Zoro pushed his chair back. “Which means you haven’t had time to order yet, either. Too bad you hate cooking and don’t have a kitchen in your apartment.” Sanji rolled his eyes. Zoro looked down at the forgotten bag at his feet. “And I don’t want to carry this shit all over the city.”
Sanji looked at the bag. “I thought you were going back to your apartment.”
“Yeah, but just to grab a few things.” He could see Sanji visibly relax. It wasn’t a reaction Zoro had been expecting. But it also wasn’t a bad reaction. He grinned. “Did you think I wasn’t coming back, ero-cook? Did you miss me?”
He was taken aback by the seriousness in Sanji’s eyes. But it was temporary. “It’s your turn to wash the sheets.” Zoro watched as Sanji returned to his table, said a few words, and left the restaurant with Luffy and Usopp close at his heels.

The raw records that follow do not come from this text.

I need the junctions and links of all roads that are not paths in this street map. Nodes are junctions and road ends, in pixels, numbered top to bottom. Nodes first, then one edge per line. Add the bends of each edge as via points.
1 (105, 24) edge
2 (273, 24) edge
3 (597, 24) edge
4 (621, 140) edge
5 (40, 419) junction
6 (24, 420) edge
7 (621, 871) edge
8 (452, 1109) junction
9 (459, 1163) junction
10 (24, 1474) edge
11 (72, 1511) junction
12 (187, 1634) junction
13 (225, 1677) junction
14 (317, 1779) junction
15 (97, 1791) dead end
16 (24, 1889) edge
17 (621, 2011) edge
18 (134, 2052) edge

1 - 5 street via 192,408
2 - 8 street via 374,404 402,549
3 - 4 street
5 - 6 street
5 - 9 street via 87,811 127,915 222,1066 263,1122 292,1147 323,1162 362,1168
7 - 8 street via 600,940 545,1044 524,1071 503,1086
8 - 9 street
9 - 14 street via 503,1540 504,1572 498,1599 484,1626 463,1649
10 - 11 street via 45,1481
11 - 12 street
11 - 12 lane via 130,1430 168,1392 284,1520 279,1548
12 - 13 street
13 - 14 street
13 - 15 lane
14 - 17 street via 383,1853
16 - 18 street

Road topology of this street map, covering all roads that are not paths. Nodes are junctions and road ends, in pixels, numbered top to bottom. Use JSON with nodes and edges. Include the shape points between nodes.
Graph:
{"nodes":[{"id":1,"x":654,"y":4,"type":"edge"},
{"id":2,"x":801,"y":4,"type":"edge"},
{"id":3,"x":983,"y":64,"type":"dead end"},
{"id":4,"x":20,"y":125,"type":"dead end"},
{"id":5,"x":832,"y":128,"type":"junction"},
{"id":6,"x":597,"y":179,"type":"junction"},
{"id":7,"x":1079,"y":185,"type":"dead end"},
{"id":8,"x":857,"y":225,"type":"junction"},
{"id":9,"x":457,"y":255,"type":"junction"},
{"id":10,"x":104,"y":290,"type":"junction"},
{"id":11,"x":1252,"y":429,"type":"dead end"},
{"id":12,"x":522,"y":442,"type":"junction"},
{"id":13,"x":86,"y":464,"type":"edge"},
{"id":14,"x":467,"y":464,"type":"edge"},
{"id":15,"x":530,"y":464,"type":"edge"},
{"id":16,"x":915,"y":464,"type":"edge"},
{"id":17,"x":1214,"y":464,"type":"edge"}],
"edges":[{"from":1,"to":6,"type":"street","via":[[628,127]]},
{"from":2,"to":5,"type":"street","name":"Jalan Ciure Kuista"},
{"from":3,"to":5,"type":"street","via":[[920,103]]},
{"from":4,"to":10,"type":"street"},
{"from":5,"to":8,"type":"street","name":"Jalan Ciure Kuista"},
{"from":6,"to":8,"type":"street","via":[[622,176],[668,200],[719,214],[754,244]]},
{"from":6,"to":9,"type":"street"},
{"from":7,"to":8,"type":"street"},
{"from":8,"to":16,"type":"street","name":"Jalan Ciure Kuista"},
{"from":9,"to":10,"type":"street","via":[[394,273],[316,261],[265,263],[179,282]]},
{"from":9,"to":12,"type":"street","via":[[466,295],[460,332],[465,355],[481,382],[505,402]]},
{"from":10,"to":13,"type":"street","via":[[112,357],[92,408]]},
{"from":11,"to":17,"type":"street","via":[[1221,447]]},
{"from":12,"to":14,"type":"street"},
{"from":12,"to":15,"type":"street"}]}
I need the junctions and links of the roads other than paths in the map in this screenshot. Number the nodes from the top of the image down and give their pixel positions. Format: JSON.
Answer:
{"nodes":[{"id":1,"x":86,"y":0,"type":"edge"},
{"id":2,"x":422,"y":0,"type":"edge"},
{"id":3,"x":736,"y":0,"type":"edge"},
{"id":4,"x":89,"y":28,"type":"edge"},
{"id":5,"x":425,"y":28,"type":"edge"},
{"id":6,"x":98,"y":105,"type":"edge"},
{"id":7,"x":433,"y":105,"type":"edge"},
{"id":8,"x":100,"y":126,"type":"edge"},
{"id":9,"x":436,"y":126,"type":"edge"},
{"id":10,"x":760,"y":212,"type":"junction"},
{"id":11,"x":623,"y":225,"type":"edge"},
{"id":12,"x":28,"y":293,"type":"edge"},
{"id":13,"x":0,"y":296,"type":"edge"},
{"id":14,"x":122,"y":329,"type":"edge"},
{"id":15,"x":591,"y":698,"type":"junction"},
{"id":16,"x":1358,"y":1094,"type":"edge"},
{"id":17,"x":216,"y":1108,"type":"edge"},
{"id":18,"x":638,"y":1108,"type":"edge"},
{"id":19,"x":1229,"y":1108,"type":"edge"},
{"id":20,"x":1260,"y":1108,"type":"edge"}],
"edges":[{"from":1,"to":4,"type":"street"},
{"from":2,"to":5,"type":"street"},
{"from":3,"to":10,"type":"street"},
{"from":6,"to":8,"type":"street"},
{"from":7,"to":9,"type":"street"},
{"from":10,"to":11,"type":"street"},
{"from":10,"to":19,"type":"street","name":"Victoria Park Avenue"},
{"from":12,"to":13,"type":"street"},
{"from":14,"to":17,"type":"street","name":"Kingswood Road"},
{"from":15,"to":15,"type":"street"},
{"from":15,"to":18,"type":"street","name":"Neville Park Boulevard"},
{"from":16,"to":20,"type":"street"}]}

Ace was still at the table, smiling at Zoro. “What now, Ace.”
“Used to be, Sanji would aim for your face. This time he just kicked over your beer and you didn’t even reach for your swords. You guys sure bicker a whole lot, but you barely do any real fighting nowadays.”
Zoro hadn’t noticed. “I’ll fix that.” He lifted his bag and followed Sanji.
Ace sighed. “I wasn’t saying it was a bad thing, you idiot.”
Footnotes:
[1]: For those who don’t know~ CIA deals with foreign threats/issues while the FBI deals with domestic. The situation in this story deals with both, but even if the Alabastan uprising would be a CIA issue, they would need to go through the FBI if they want info/surveillance on an American citizen (i.e. Zoro).
[2]: So, technically, California has a statewide smoking ban that includes all restaurants. But we’re going to pretend this isn’t the case or that there’s some loophole because they’re on a boat. The Baratie boys are rebels anyways soooo yeah. We’ll go with that. (I also obviously ignore this when I have Sanji smoking everywhere.)